Islam: a Torino "per contribuire a pace sociale"

"E' importante perché i musulmani sono parte integrante della società italiana e vogliamo contribuire al bene della nostra società". Così sul convegno nazionale "Islam. Rinnovamento, etica e spiritualità", in programma il 26 marzo al Lingotto di Torino, il segretario nazionale dell'associazione Psm (Partecipazione e spiritualità musulmana), Abdellah Labdidi, ha presentato il convegno in Comune a Torino, sottolineando: "I temi affrontati vogliono arricchire il panorama culturale e sociopolitico.
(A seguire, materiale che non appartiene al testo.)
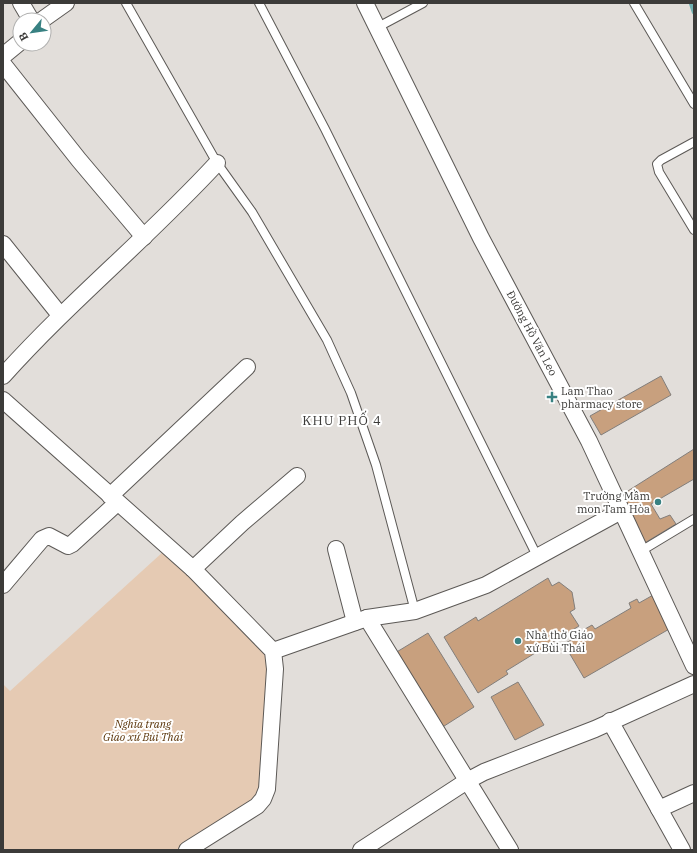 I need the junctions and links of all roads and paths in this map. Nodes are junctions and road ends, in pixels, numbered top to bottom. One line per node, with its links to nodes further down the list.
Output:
1 (21, 3): 8 (street)
2 (66, 3): 9 (street)
3 (126, 3): 15 (lane)
4 (259, 3): 29 (lane)
5 (365, 3): 10 (street, Đường Hồ Văn Leo)
6 (424, 3): 10 (lane)
7 (634, 3): 13 (lane)
8 (26, 12)
9 (52, 13)
10 (378, 27): 25 (street, Đường Hồ Văn Leo)
11 (13, 52): 12 (street)
12 (4, 66): 17 (street)
13 (694, 104)
14 (694, 142): 16 (lane)
15 (217, 163): 17 (street); 32 (lane)
16 (694, 230)
17 (144, 237): 19 (street)
18 (3, 244): 19 (street)
19 (60, 315): 21 (street)
20 (247, 367): 24 (street)
21 (3, 376)
22 (3, 400): 24 (street)
23 (297, 476): 30 (street)
24 (114, 499): 30 (street); 31 (street)
25 (621, 511): 28 (street, Đường Hồ Văn Leo); 29 (street)
26 (694, 519): 28 (lane)
27 (336, 549): 33 (street)
28 (641, 551): 35 (street, Đường Hồ Văn Leo)
29 (538, 556): 32 (street)
30 (193, 569): 34 (street)
31 (3, 585)
32 (415, 611): 33 (street)
33 (361, 620): 34 (street); 38 (street)
34 (273, 651): 41 (street)
35 (694, 666)
36 (694, 684): 37 (street)
37 (610, 721): 38 (street); 40 (street)
38 (467, 781): 42 (street); 43 (street)
39 (694, 793): 40 (street)
40 (659, 809): 44 (street)
41 (187, 850)
42 (361, 850)
43 (510, 850)
44 (682, 850)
I drammatici episodi di terrorismo e islamofobia scuotono le coscienze sul bisogno di pace sociale, per cui serve colmare l'ignoranza reciproca".

Sono circa 1700 tra musulmani e non i partecipanti attesi domenica con il direttore del centro studi Ibn Ghazi del Marocco, Driss Makboul, il direttore del centro studi sulla modernità di Parigi, Ahmed Rahmani, lo storico del pensiero islamico dell'Università di Trento, Massimo Campanini, lo scrittore Pietrangelo Buttafuoco, la sociologa Sumaya Abdel Qader. "La presenza musulmana in Italia non può essere considerata solo in termini di ordine pubblico e sicurezza, ma anche come ricchezza culturale ed etica per il Paese - ha sottolineato il segretario nazionale di Psm, Abdellah Labdidi - per questo il convegno vuole essere un momento di riflessione su un islam che rispetta il credo e le pratiche musulmane facendo proprie la cultura e i principi del vivere comune in Italia, un islam che insiste su un approccio positivo alla cultura e su un senso di appartenenza consapevole e di cittadinanza responsabile e aperta". "L'attualità - ci consegna uno scenario diverso - ha proseguito - episodi di violenza, terrorismo, intolleranza e islamofobia scuotono le coscienze sul futuro della convivenza pacifica nelle società plurali e di fronte alla paralisi di cui sembra soffrire il pensiero musulmano contemporaneo si rende urgente un rinnovamento che si fondi, innanzitutto, su un'autentica e profonda riconciliazione con la dimensione spirituale fondamentale della fede musulmana e su un rinnovato e creativo impegno nell'Ijtihad".

Annunciata anche la presenza, tra gli altri, della sindaca, Chiara Appendino, e di don Luigi Ciotti. "E' un onore ospitarvi - ha affermato il presidente del Consiglio comunale, Fabio Versaci - perché questo evento serve a dare segnali a chi cerca di speculare su determinati argomenti". Per la Regione Piemonte l'assessora Monica Cerutti ha spiegato come proprio oggi in Giunta sia iniziato "l'iter per la nuova legge sull'immigrazione, chiamato di promozione della cittadinanza". "Serve ragionare sulla differenza tra religiosità e partecipazione civile - ha detto l'assessore comunale Marco Giusta - e riconoscere il diritto di cittadinanza".